We don't seem to have P ramorum problems in sweet chestnut in central southern England at the moment as far as I know. We do have a reasonable number of well established coppice chestnut woods. If you lose the leader on an oak tree and are able to select another one within a few years, by the time the oak is felled in 150 years time or more, you probably won't even notice the kink. I take the point about squirrels though; they are very destructive. They are at their worst for bark stripping in the spring and it seems to be young males and when there is high density that the worst occurs. We get trouble some years and not others, depending on weather and buzzards I think.

dpack



Joined: 02 Jul 2005
Posts: 46244
Location: yes
PostPosted: Wed May 06, 15 5:27 pm    Post subject: Reply with quote
    

squizzers are delicious.

Mistress Rose



Joined: 21 Jul 2011
Posts: 15993

PostPosted: Thu May 07, 15 6:42 am    Post subject: Reply with quote
    

If we could manage to shoot a few, I would certainly try to cook them.

dpack



Joined: 02 Jul 2005
Posts: 46244
Location: yes
PostPosted: Thu May 07, 15 9:58 am    Post subject: Reply with quote
    

Mistress Rose wrote:
If we could manage to shoot a few, I would certainly try to cook them.

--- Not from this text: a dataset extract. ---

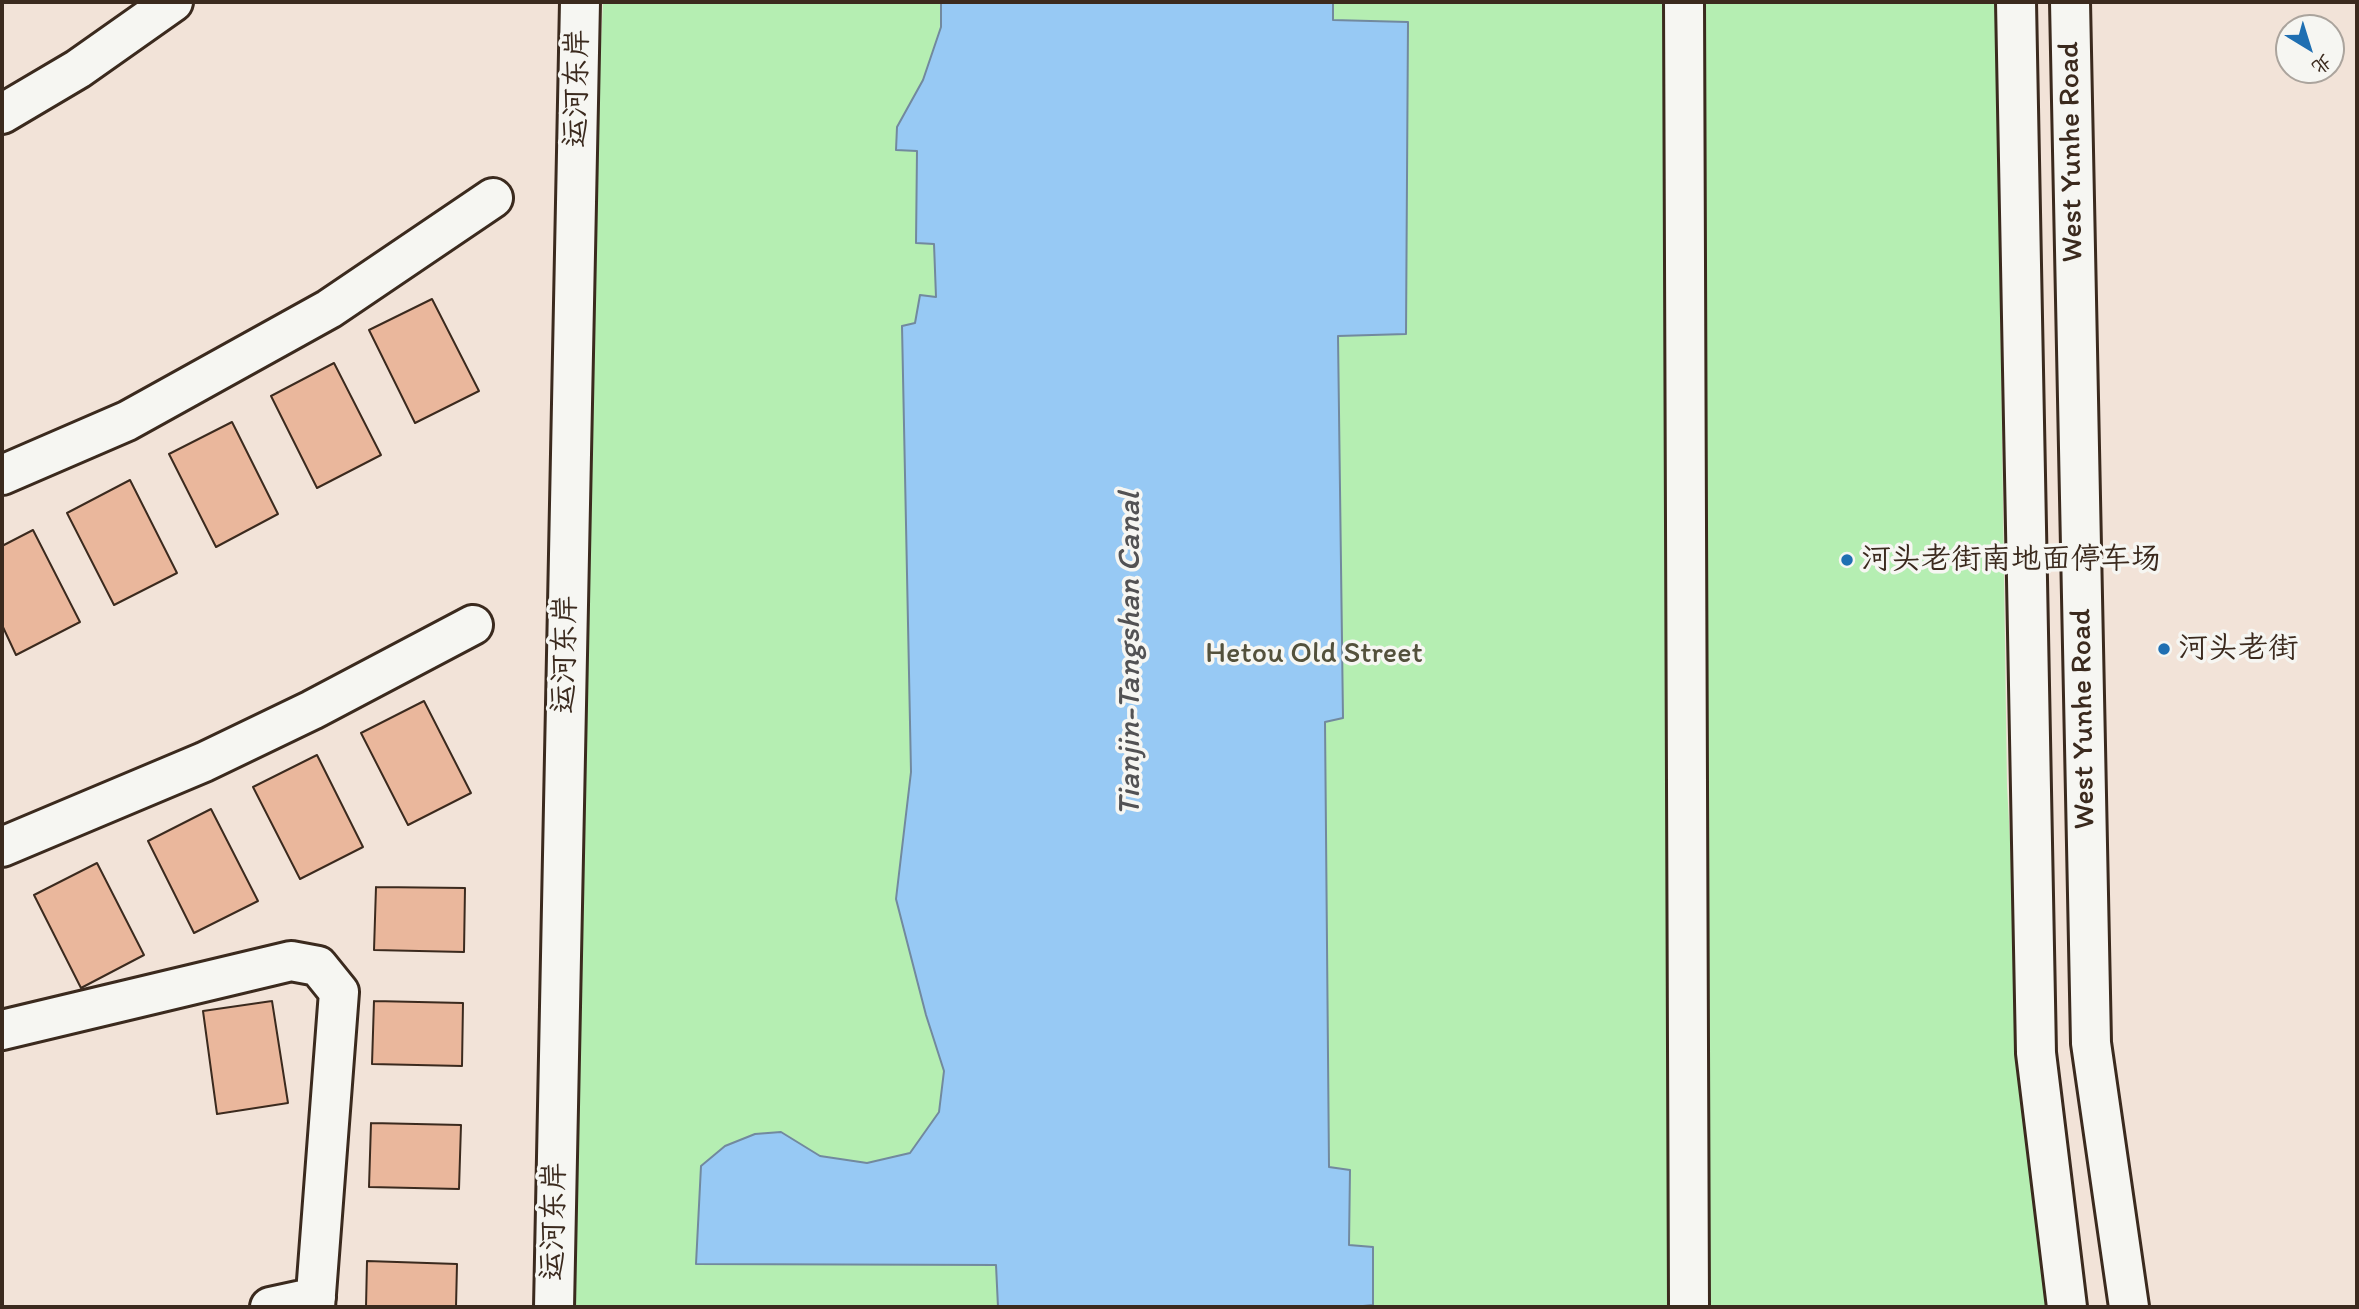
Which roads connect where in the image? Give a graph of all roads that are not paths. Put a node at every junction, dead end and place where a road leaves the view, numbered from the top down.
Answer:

peanut butter bait station with a decent backstop

bbq young ones

stew or pie older ones

better than bunny imho

Pel



Joined: 29 Mar 2008
Posts: 2366
Location: Sennybridge
PostPosted: Thu May 07, 15 3:24 pm    Post subject: Reply with quote
    

we had a woodland bio-security seminar today, found out about plant tracker https://planttracker.naturelocator.org/ and Tree alert (FC). Plant tracker, apparently also tells you what you already have in your area, and you can add new sightings too it.

Mistress Rose



Joined: 21 Jul 2011
Posts: 15993

PostPosted: Fri May 08, 15 6:17 am    Post subject: Reply with quote
    

I went to a bio-security seminiar on woodlands the August before last, run by the Forestry Commission. Don't think there will be much more because of the cuts sadly. It was very interesting, but could easily make you paranoid.

Useful to go to the seminar Pel. Who was it run by?